Roughan asks “is this a pandemic?” He states that 25 million covid deaths are only 0.3 percent of the world’s population (“only” 16,000 New Zealand deaths).
How many deaths make a pandemic? In 2020, covid-19 was the number one killer in the UK, responsible for causing about one in 10 deaths in every age group, with each person who died losing on average about 10 years of life expectancy.
In the US, more than 150,000 children have lost a primary or secondary caregiver to covid-19.
So, has our pandemic response been proportionate?
Stringent public health measures were highly effective pre-omicron, but are unsustainable long term.
New Zealand is incredibly fortunate
We are incredibly fortunate that highly effective vaccines were developed so rapidly.
Even the less severe omicron variant is a major killer of unvaccinated people, as demonstrated in Hong Kong, where the equivalent of 6000 New Zealanders have been killed by omicron in the past couple of months, due to low vaccination rates.
Unfortunately, despite our high vaccination rates, we are unlikely to be out of the woods, and it is likely a new covid-19 variant will be back to bite us. The only certainty is that the next variant will need to be even more contagious to overtake omicron.
As long as covid-19 passes to a new host before killing you, there is no selection advantage to a less fatal variant. We are just lucky that omicron was less virulent than delta.
Pandemics over the centuries have often taken several generations to change from being mass killers to causing the equivalent of a common cold.
What response will we accept as proportionate to shorten this process with covid-19 without millions of additional deaths?
As immunity from vaccination or infection wanes, we will need updated vaccines to prevent regular major disruptions to society.
A sustainable proportionate response
Unlike the flu, which has a natural R-value of less than two (one person on average infects fewer than two others), omicron appears to have an R-value of at least 10. That means in the time it takes flu to go from infecting one person to two, to four, to eight people, omicron (without a proportionate response) could go from infecting one to 10 to 100 to 1000 people.
There is no way that endemic covid will be as manageable as endemic flu.
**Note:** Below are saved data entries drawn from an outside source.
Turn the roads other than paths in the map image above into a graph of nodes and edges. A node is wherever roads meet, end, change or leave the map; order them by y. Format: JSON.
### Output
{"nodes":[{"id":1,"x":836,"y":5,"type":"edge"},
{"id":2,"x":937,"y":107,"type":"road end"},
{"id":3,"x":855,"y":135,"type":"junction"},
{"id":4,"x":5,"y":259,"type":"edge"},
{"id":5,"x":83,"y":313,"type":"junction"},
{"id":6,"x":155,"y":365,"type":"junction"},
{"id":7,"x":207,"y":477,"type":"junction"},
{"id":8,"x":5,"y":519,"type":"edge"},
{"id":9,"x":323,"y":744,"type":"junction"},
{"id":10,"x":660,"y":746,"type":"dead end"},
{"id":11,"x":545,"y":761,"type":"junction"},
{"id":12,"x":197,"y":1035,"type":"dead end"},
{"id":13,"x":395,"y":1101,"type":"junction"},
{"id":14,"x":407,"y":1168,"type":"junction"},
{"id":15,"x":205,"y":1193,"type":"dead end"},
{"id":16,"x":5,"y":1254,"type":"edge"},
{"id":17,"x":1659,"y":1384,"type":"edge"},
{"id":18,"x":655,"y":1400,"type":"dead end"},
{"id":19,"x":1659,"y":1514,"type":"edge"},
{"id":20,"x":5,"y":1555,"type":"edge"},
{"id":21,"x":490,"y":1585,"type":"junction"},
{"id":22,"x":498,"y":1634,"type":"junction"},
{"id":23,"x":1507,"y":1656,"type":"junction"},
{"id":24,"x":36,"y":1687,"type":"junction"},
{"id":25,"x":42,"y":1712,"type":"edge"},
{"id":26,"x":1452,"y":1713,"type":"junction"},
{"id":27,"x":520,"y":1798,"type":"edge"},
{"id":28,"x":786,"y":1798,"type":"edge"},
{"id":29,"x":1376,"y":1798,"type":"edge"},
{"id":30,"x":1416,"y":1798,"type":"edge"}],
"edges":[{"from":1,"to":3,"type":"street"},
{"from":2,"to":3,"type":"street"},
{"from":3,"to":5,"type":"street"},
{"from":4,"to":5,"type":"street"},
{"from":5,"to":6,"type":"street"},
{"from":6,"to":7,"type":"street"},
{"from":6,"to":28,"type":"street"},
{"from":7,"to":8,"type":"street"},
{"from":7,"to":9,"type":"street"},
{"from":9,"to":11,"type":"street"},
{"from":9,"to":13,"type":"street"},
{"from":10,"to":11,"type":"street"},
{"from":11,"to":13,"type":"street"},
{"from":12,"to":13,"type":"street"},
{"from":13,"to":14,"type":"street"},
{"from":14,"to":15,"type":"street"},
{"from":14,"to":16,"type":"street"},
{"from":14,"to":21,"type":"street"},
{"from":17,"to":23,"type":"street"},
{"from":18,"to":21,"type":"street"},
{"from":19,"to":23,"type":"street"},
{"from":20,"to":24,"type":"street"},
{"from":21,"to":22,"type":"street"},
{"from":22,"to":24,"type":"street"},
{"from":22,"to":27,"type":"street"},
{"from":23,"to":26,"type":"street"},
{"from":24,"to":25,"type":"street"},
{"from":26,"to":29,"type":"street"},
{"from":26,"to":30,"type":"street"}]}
The only sustainable proportionate response to covid-19 is for New Zealanders to embrace universal vaccination.
It is likely that vaccine passes will be required again if we want to live more normally and for society to thrive. It cannot be difficult to make the use of vaccine passes more seamless.
Almost every financial transaction today is electronic and it must be possible to link transactions to valid vaccine passes when required.
Almost 1 million eligible New Zealanders haven’t had their third vaccine dose, yet few are anti-vaccination.
Rather, thanks to vaccination and other public health measures, the pandemic has been an anticlimax for many New Zealanders and the third dose has not been a priority.
As already demonstrated, for the vast majority of New Zealanders, a vaccine pass is sufficient to make vaccination a priority.